_Stored items_.
>>>

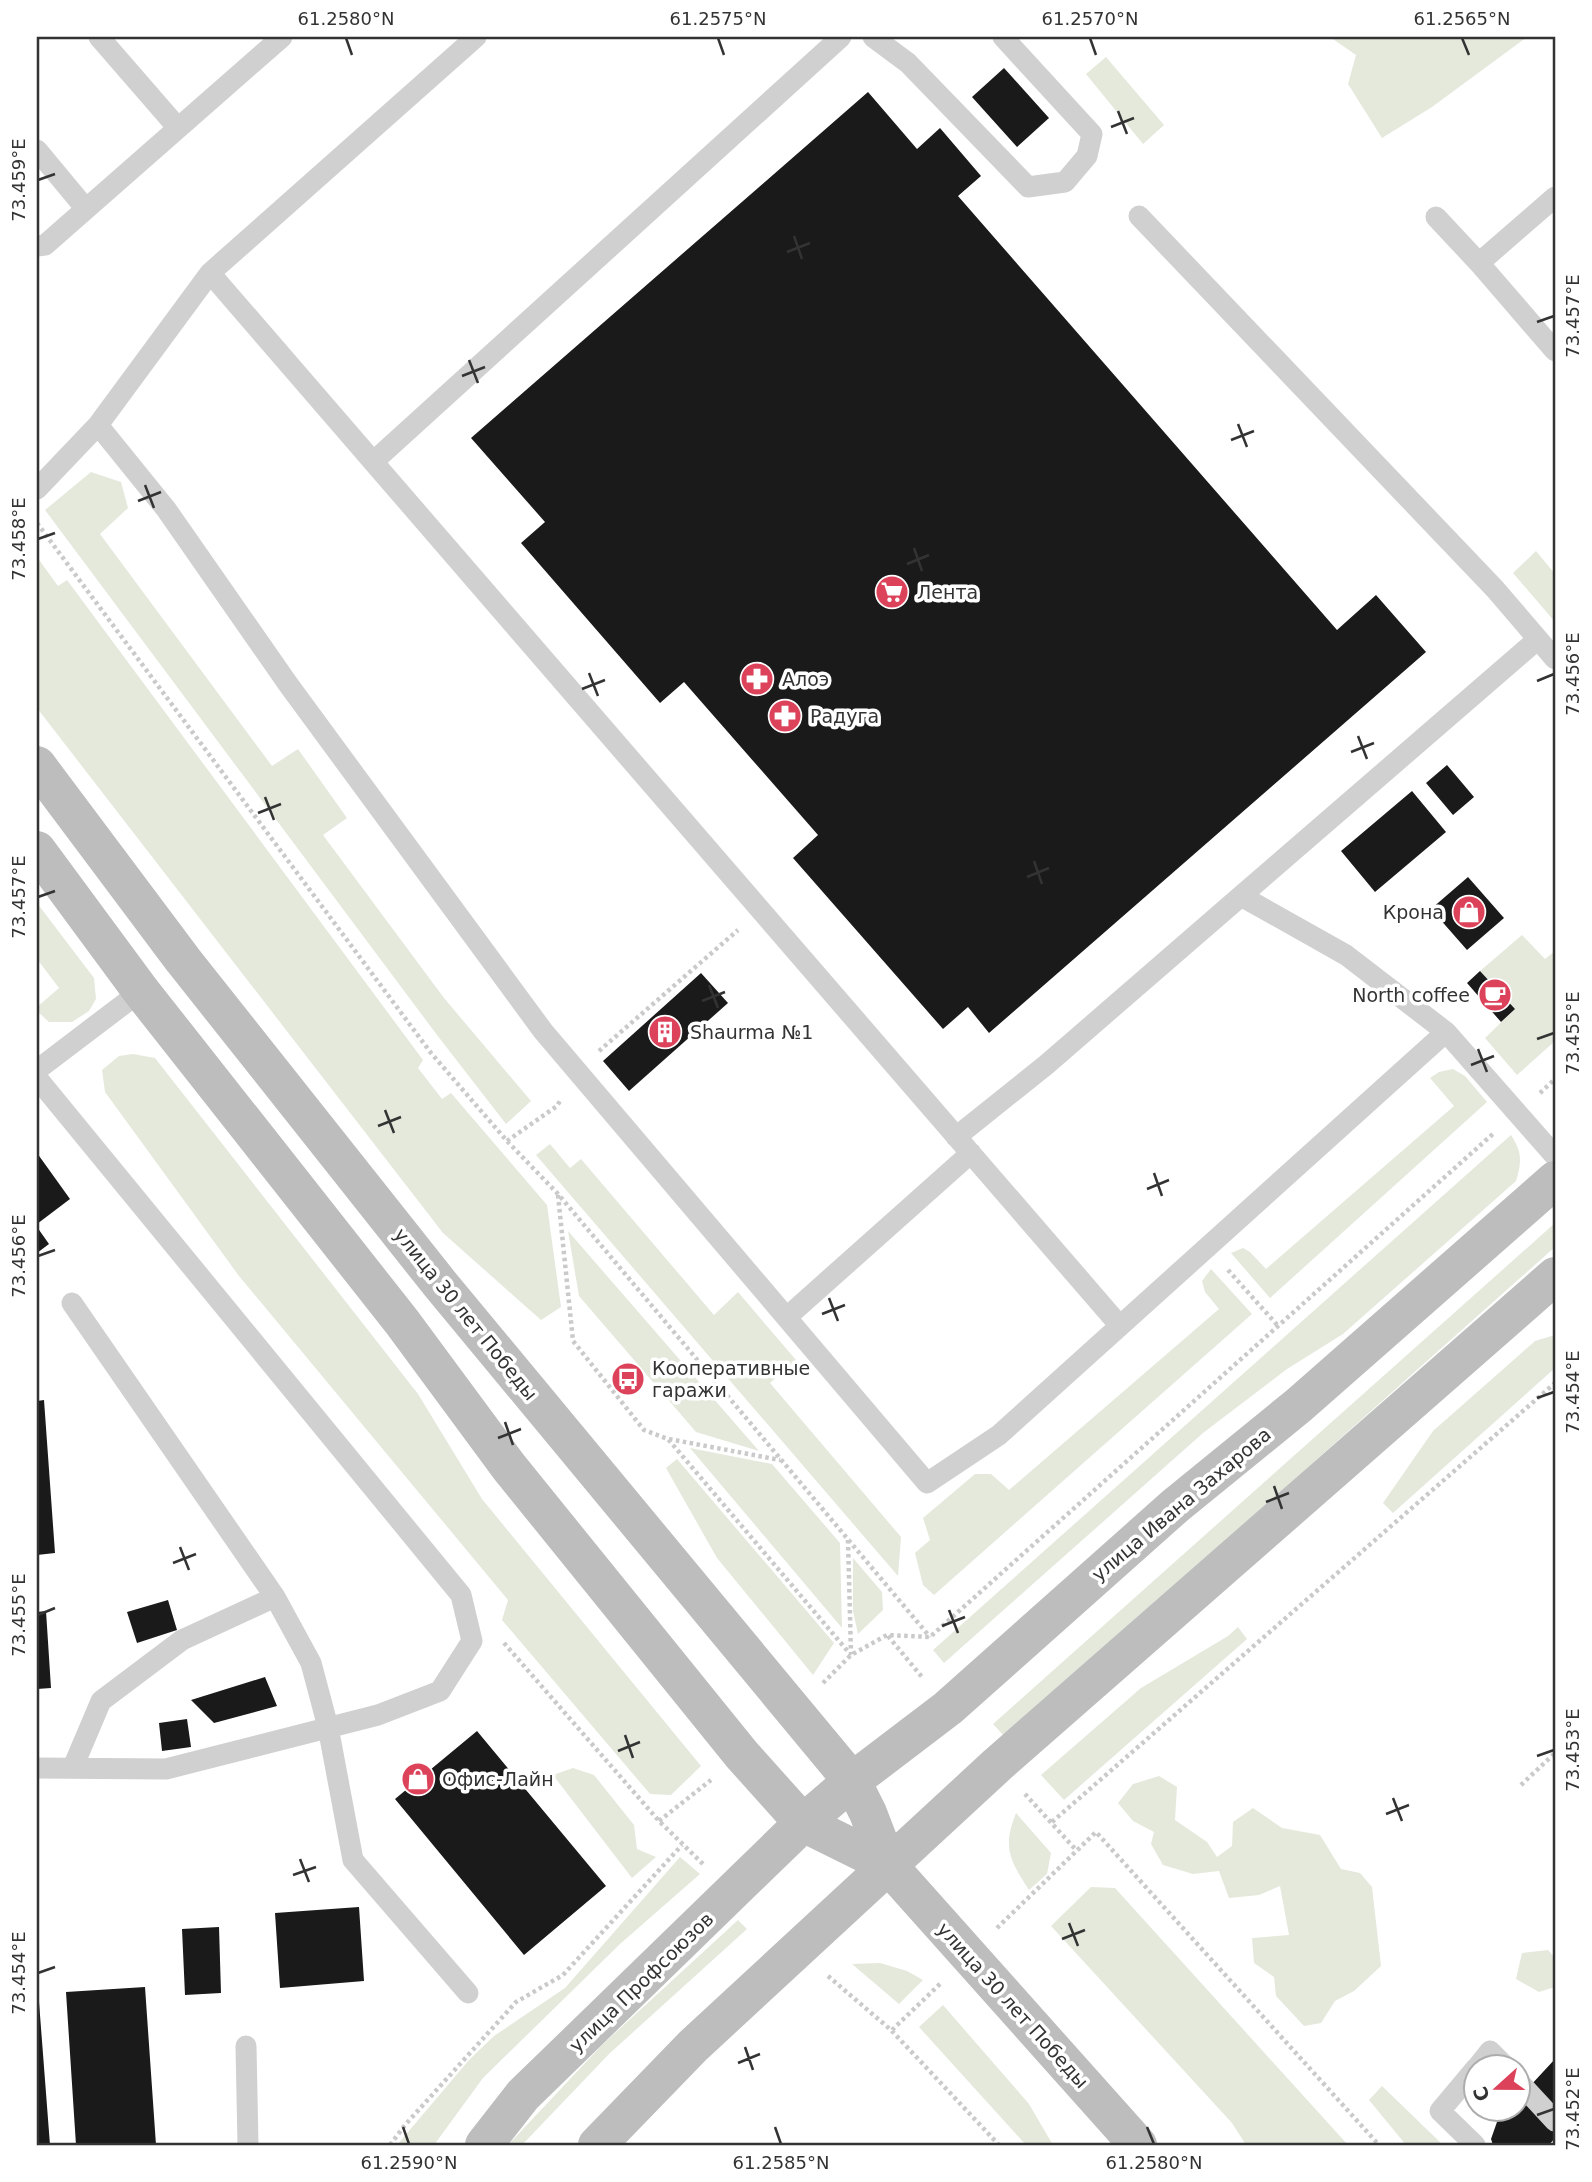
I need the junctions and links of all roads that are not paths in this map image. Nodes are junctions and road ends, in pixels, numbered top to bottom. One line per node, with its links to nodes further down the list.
1 (99, 37): 7 (lane)
2 (282, 37): 7 (lane)
3 (476, 37): 15 (lane)
4 (841, 37): 18 (lane)
5 (873, 37): 6 (lane)
6 (1003, 37)
7 (178, 128): 10 (lane)
8 (37, 150): 10 (lane)
9 (1555, 197): 14 (lane)
10 (86, 209): 13 (lane)
11 (1139, 216): 20 (lane)
12 (1436, 217): 14 (lane)
13 (37, 246)
14 (1479, 263): 16 (lane)
15 (210, 274): 17 (lane); 18 (lane)
16 (1552, 342)
17 (98, 425): 19 (lane); 35 (lane)
18 (373, 462): 29 (lane)
19 (37, 489)
20 (1538, 639): 21 (lane); 24 (lane)
21 (1555, 659)
22 (37, 765): 41 (main road, улица 30 лет Победы)
23 (37, 850): 25 (main road, улица 30 лет Победы)
24 (1241, 896): 26 (lane); 29 (lane)
25 (141, 991): 27 (lane); 42 (main road, улица 30 лет Победы)
26 (1446, 1032): 31 (lane); 36 (lane)
27 (37, 1070)
28 (37, 1078): 38 (lane)
29 (956, 1137): 30 (lane)
30 (971, 1153): 35 (lane); 36 (lane)
31 (1555, 1157)
32 (1555, 1180): 41 (main road, улица Ивана Захарова)
33 (1555, 1277): 43 (main road)
34 (72, 1303): 37 (lane)
35 (788, 1317): 36 (lane)
36 (1120, 1326)
37 (275, 1597): 38 (lane); 39 (lane)
38 (328, 1727): 39 (lane); 44 (lane)
39 (73, 1767): 40 (lane)
40 (37, 1768)
41 (852, 1781): 42 (main road, улица Ивана Захарова); 43 (main road, улица 30 лет Победы)
42 (803, 1823): 43 (main road, улица 30 лет Победы); 50 (main road, улица Профсоюзов)
43 (888, 1865): 51 (main road); 52 (main road, улица 30 лет Победы)
44 (468, 1993)
45 (246, 2046): 49 (lane)
46 (1462, 2085): 53 (lane)
47 (1532, 2096): 48 (lane)
48 (1555, 2120)
49 (248, 2145)
50 (484, 2145)
51 (597, 2145)
52 (1138, 2145)
53 (1475, 2145)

<<<

_What to produce_. Reproduce each line of the records exactly, and omit every picture.

_Solution to this exercise_.
I need the junctions and links of all roads that are not paths in this map image. Nodes are junctions and road ends, in pixels, numbered top to bottom. One line per node, with its links to nodes further down the list.
1 (99, 37): 7 (lane)
2 (282, 37): 7 (lane)
3 (476, 37): 15 (lane)
4 (841, 37): 18 (lane)
5 (873, 37): 6 (lane)
6 (1003, 37)
7 (178, 128): 10 (lane)
8 (37, 150): 10 (lane)
9 (1555, 197): 14 (lane)
10 (86, 209): 13 (lane)
11 (1139, 216): 20 (lane)
12 (1436, 217): 14 (lane)
13 (37, 246)
14 (1479, 263): 16 (lane)
15 (210, 274): 17 (lane); 18 (lane)
16 (1552, 342)
17 (98, 425): 19 (lane); 35 (lane)
18 (373, 462): 29 (lane)
19 (37, 489)
20 (1538, 639): 21 (lane); 24 (lane)
21 (1555, 659)
22 (37, 765): 41 (main road, улица 30 лет Победы)
23 (37, 850): 25 (main road, улица 30 лет Победы)
24 (1241, 896): 26 (lane); 29 (lane)
25 (141, 991): 27 (lane); 42 (main road, улица 30 лет Победы)
26 (1446, 1032): 31 (lane); 36 (lane)
27 (37, 1070)
28 (37, 1078): 38 (lane)
29 (956, 1137): 30 (lane)
30 (971, 1153): 35 (lane); 36 (lane)
31 (1555, 1157)
32 (1555, 1180): 41 (main road, улица Ивана Захарова)
33 (1555, 1277): 43 (main road)
34 (72, 1303): 37 (lane)
35 (788, 1317): 36 (lane)
36 (1120, 1326)
37 (275, 1597): 38 (lane); 39 (lane)
38 (328, 1727): 39 (lane); 44 (lane)
39 (73, 1767): 40 (lane)
40 (37, 1768)
41 (852, 1781): 42 (main road, улица Ивана Захарова); 43 (main road, улица 30 лет Победы)
42 (803, 1823): 43 (main road, улица 30 лет Победы); 50 (main road, улица Профсоюзов)
43 (888, 1865): 51 (main road); 52 (main road, улица 30 лет Победы)
44 (468, 1993)
45 (246, 2046): 49 (lane)
46 (1462, 2085): 53 (lane)
47 (1532, 2096): 48 (lane)
48 (1555, 2120)
49 (248, 2145)
50 (484, 2145)
51 (597, 2145)
52 (1138, 2145)
53 (1475, 2145)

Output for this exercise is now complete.